Citation139 So.2d 476
Decision Date28 March 1962
Docket NumberNo. 2585,2585
PartiesFIRST NATIONAL INSURANCE AGENCY, INC., Appellant, v. LEESBURG TRANSFER & STORAGE, INC., Appellee.
CourtCourt of Appeal of Florida (US)

Monroe E. McDonald, Sanders, McEwan, Schwarz & Mims, Orlando, for appellant.

Walter Warren, Leesburg, for appellee.

ALLEN, Acting Chief Judge.

Defendant has appealed from a final judgment in favor of plaintiff in action at law tried before the lower court without a jury. The theory of plaintiff's complaint was that defendant had breached an oral contract to procure and provide additional insurance coverage on plaintiff's building to the resulting detriment of plaintiff when said building was destroyed by fire. The recovery sought was the total amount of additional insurance alleged to have been contracted for.

At all times material, plaintiff's building was insured against fire loss under two separate written insurance contracts for the total amount of $17,000. These policies had been procured by defendant for plaintiff from two out-of-state insurance companies. Plaintiff filed his complaint for defendant's alleged breach of an oral contract to obtain additional insurance for plaintiff in the amount of $17,000, in other words, to double the amount of insurance on plaintiff's building.

In December of 1958, or thereabouts, an alleged discussion took place between plaintiff's president, Fred Duncan, and defendant's general manager, L. A. LeMaster. During this discussion, plaintiff alleged in its complaint that Duncan asked LeMaster to double the existing insurance on plaintiff's building and that LeMaster agreed to do so immediately. The insurance was, however, never thereafter increased. In July of 1959, plaintiff received renewal certificates to reflect the annual renewal of its already existing insurance coverage of $17,000. In November of 1959, the insured premises were completely destroyed by fire and plaintiff alleged that it, for the first time, learned that the insurance had not been doubled as requested. The aforementioned written insurance policies and the renewal certificates issued in July, 1959, were attached to the complaint. Defendant's motion to dismiss the complaint for failure to state a cause of action was denied whereupon defendant answered.

In its answer defendant denied the existence of any agreement to double the insurance.

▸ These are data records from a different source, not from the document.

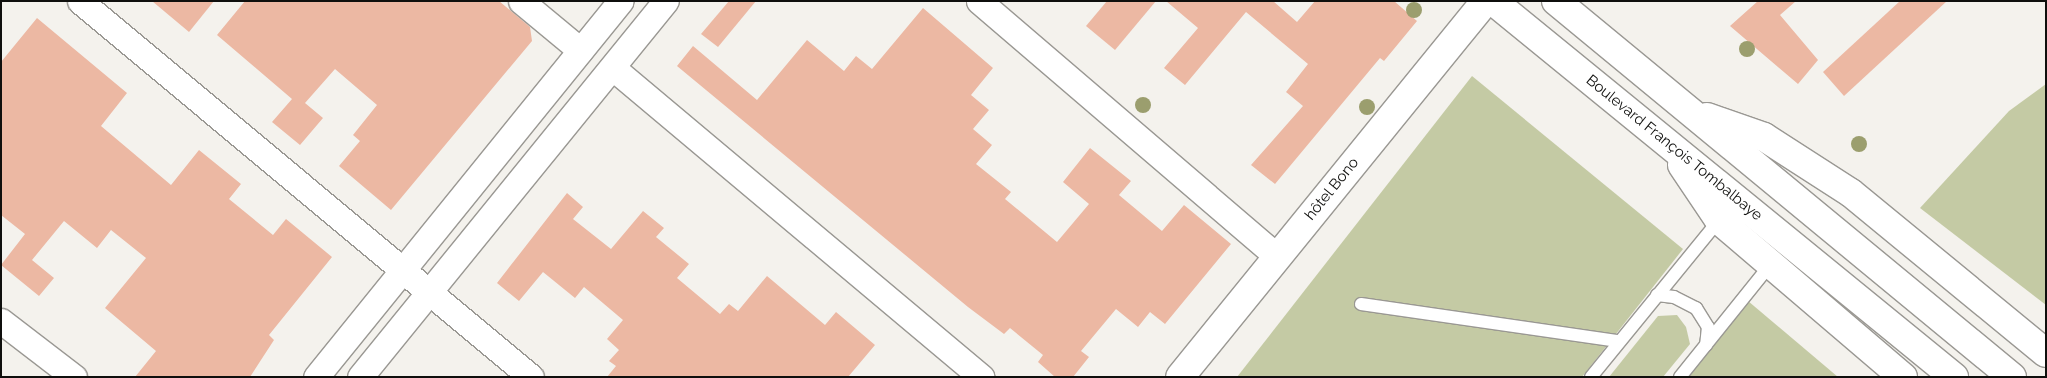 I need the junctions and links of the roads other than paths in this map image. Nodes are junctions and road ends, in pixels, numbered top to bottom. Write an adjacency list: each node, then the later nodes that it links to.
1 (80, 1): 16 (street)
2 (521, 1): 9 (street)
3 (621, 1): 9 (street)
4 (666, 1): 10 (street)
5 (979, 1): 14 (street)
6 (1486, 1): 14 (main road, hôtel Bono)
7 (1493, 1): 12 (main road, Boulevard François Tombalbaye)
8 (1556, 1): 11 (main road)
9 (580, 50): 16 (street)
10 (612, 68): 17 (street); 28 (street)
11 (1690, 111): 23 (main road); 34 (main road)
12 (1673, 149): 13 (main road); 33 (main road, Boulevard François Tombalbaye)
13 (1719, 220): 15 (main road); 18 (lane)
14 (1278, 256): 29 (main road, hôtel Bono)
15 (1770, 265): 22 (lane); 32 (main road)
16 (403, 270): 17 (street); 25 (street)
17 (430, 294): 26 (street); 27 (street)
18 (1656, 295): 21 (lane); 22 (lane)
19 (1361, 304): 21 (lane)
20 (1, 321): 24 (street)
21 (1618, 341): 30 (lane)
22 (1706, 344): 31 (lane)
23 (2046, 353)
24 (74, 377)
25 (316, 377)
26 (360, 377)
27 (530, 377)
28 (980, 377)
29 (1180, 377)
30 (1591, 377)
31 (1680, 377)
32 (1903, 377)
33 (1954, 377)
34 (2012, 377) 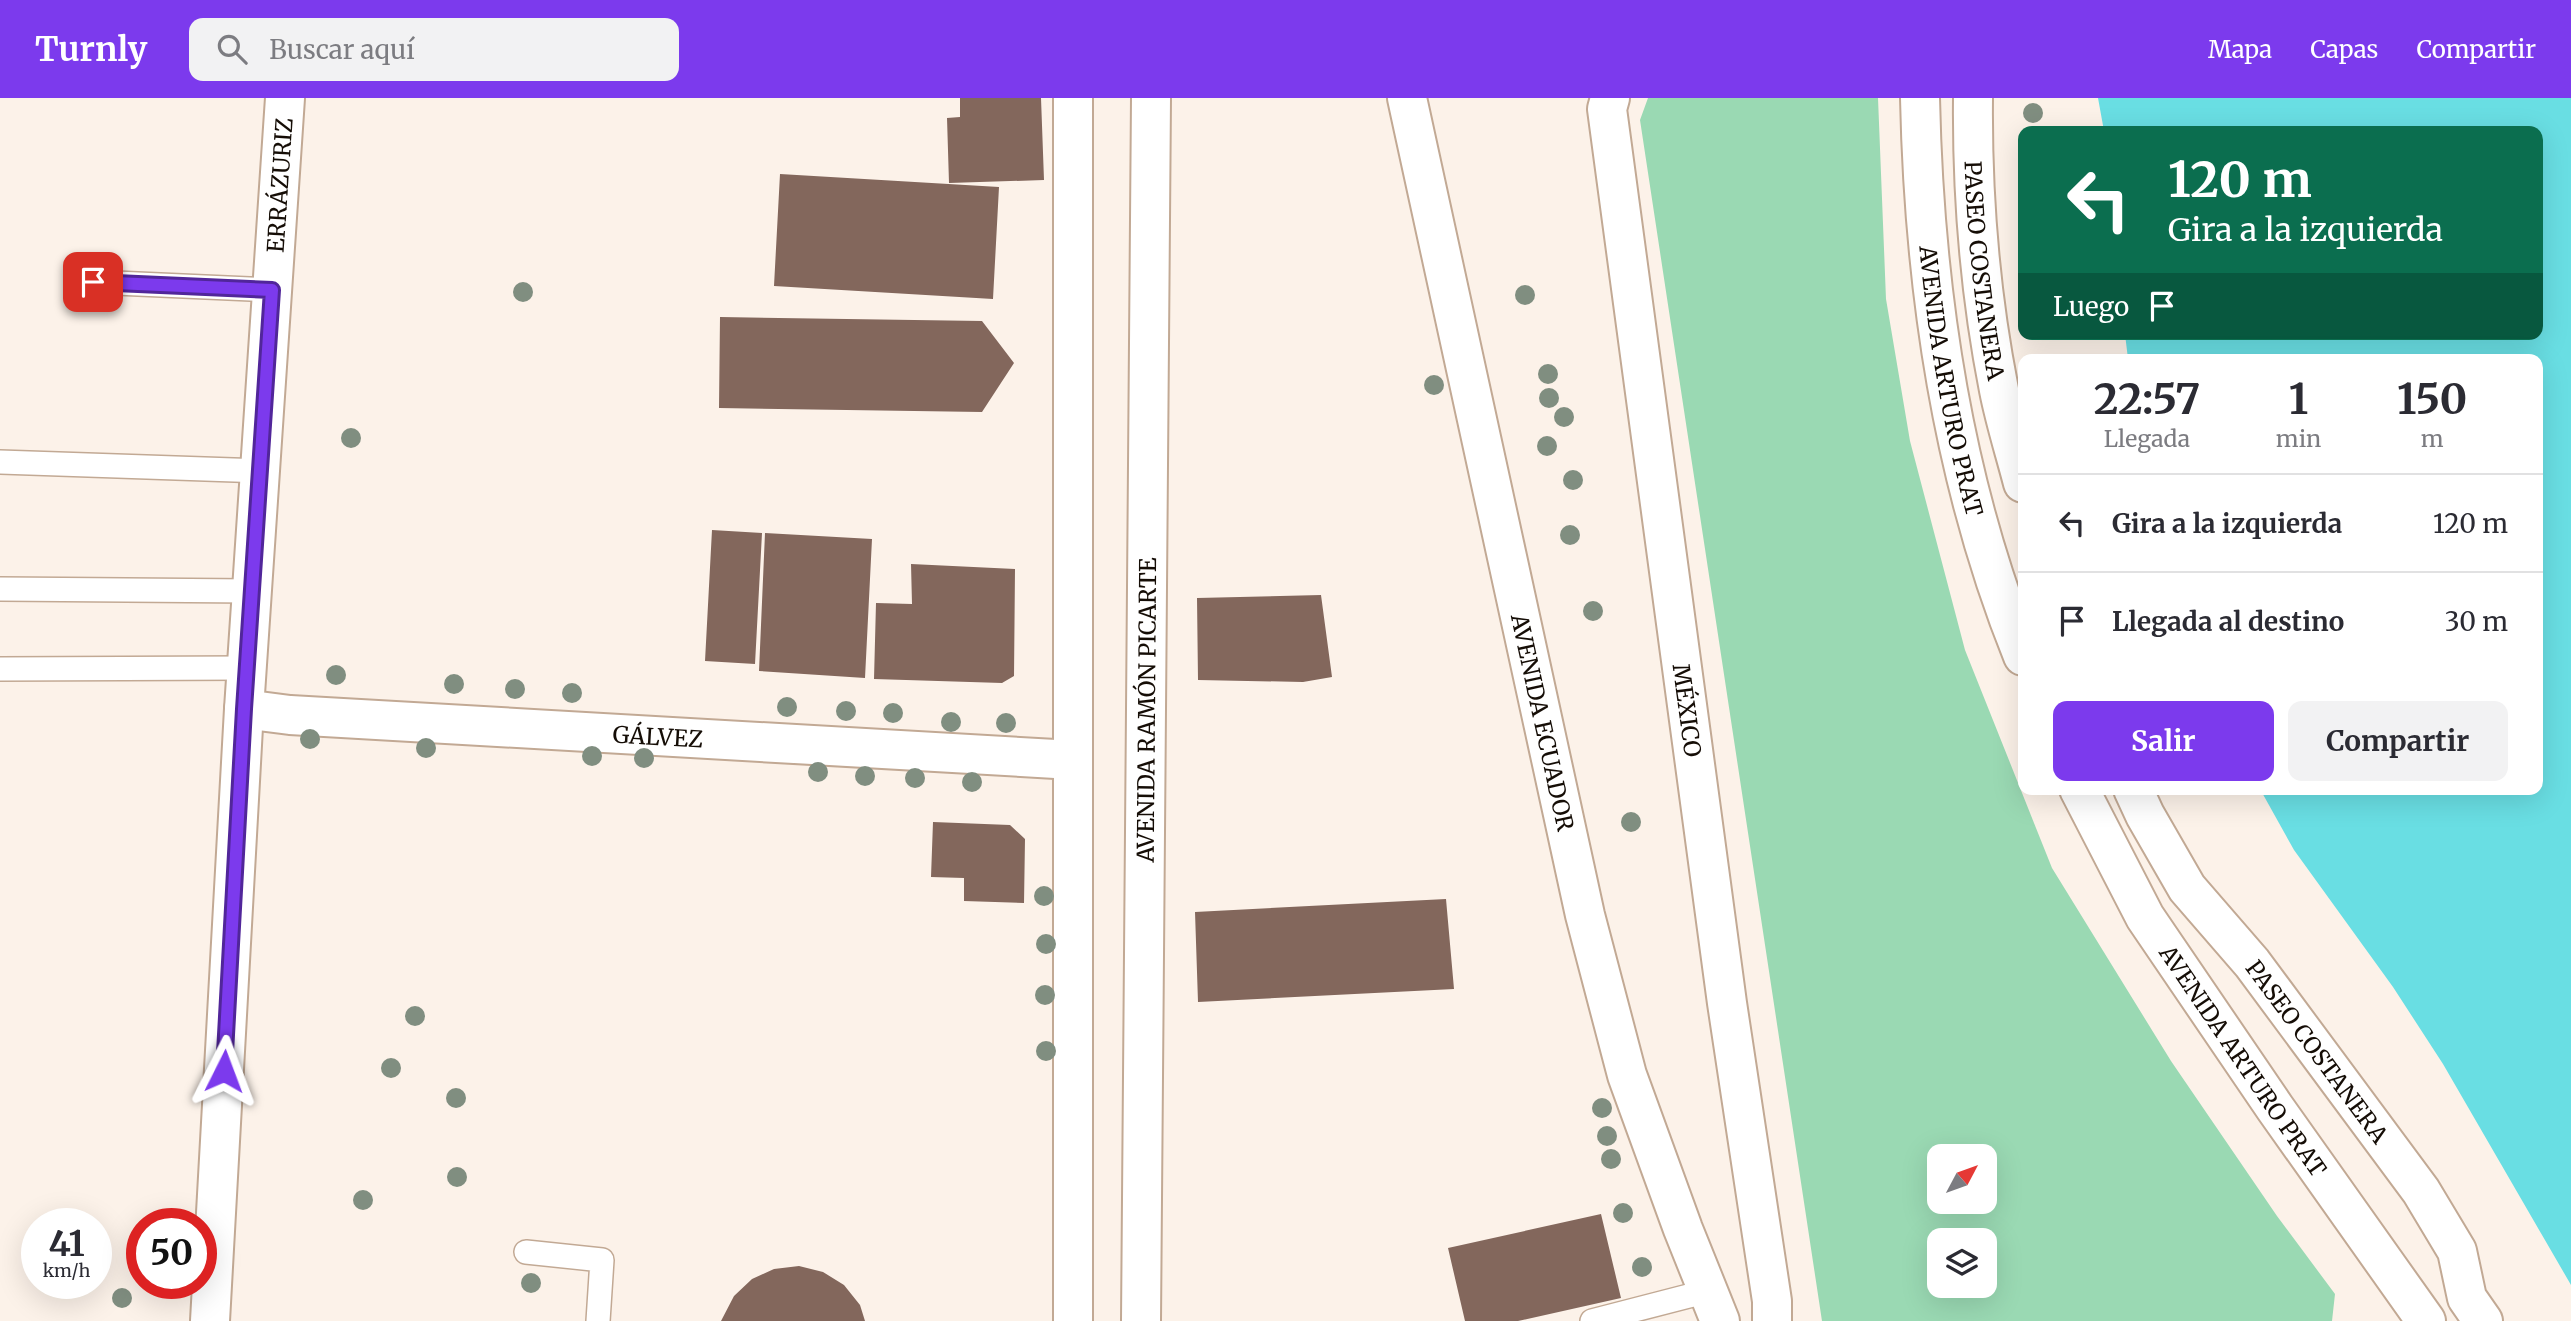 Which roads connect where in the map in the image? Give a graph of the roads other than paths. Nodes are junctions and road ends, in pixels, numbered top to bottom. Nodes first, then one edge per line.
1 (285, 98) edge
2 (1073, 98) edge
3 (1151, 98) edge
4 (1610, 98) edge
5 (1920, 98) edge
6 (1973, 98) edge
7 (1404, 102) edge
8 (93, 282) dead end
9 (272, 290) junction
10 (0, 462) edge
11 (2018, 464) edge
12 (260, 471) junction
13 (0, 589) edge
14 (252, 591) junction
15 (2018, 643) edge
16 (247, 668) junction
17 (0, 669) edge
18 (244, 709) junction
19 (1073, 760) junction
20 (2082, 795) edge
21 (2136, 795) edge
22 (526, 1252) dead end
23 (1714, 1306) edge
24 (2411, 1314) edge
25 (210, 1321) edge
26 (598, 1321) edge
27 (1073, 1321) edge
28 (1141, 1321) edge
29 (1592, 1321) edge
30 (1772, 1321) edge
31 (2483, 1321) edge

1 - 9 main road, ERRÁZURIZ
2 - 19 main road
3 - 28 main road, AVENIDA RAMÓN PICARTE
4 - 30 main road, MÉXICO
5 - 15 main road, AVENIDA ARTURO PRAT
6 - 11 main road, PASEO COSTANERA
7 - 23 main road, AVENIDA ECUADOR
8 - 9 lane
9 - 12 main road, ERRÁZURIZ
10 - 12 lane
12 - 14 main road, ERRÁZURIZ
13 - 14 lane
14 - 16 main road, ERRÁZURIZ
16 - 17 lane
16 - 18 main road, ERRÁZURIZ
18 - 19 main road, GÁLVEZ
18 - 25 main road, ERRÁZURIZ
19 - 27 main road
20 - 24 main road, AVENIDA ARTURO PRAT
21 - 31 main road, PASEO COSTANERA
22 - 26 lane
23 - 29 lane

In addition, the answer pleaded, among others, the affirmative defenses of estoppel and failure of consideration. Plaintiff filed a motion to strike the several affirmative defenses on the grounds that either separately or collectively they did not constitute a legal defense to the complaint. The lower court without opinion ordered the affirmative defenses stricken apparently on the grounds proposed in the motion to strike, to-wit: that the defenses raised did not constitute legal defenses to the complaint. Said order did not grant defendant leave to amend its answer, nor did it deny same. Neither did defendant move the court to permit an amendment.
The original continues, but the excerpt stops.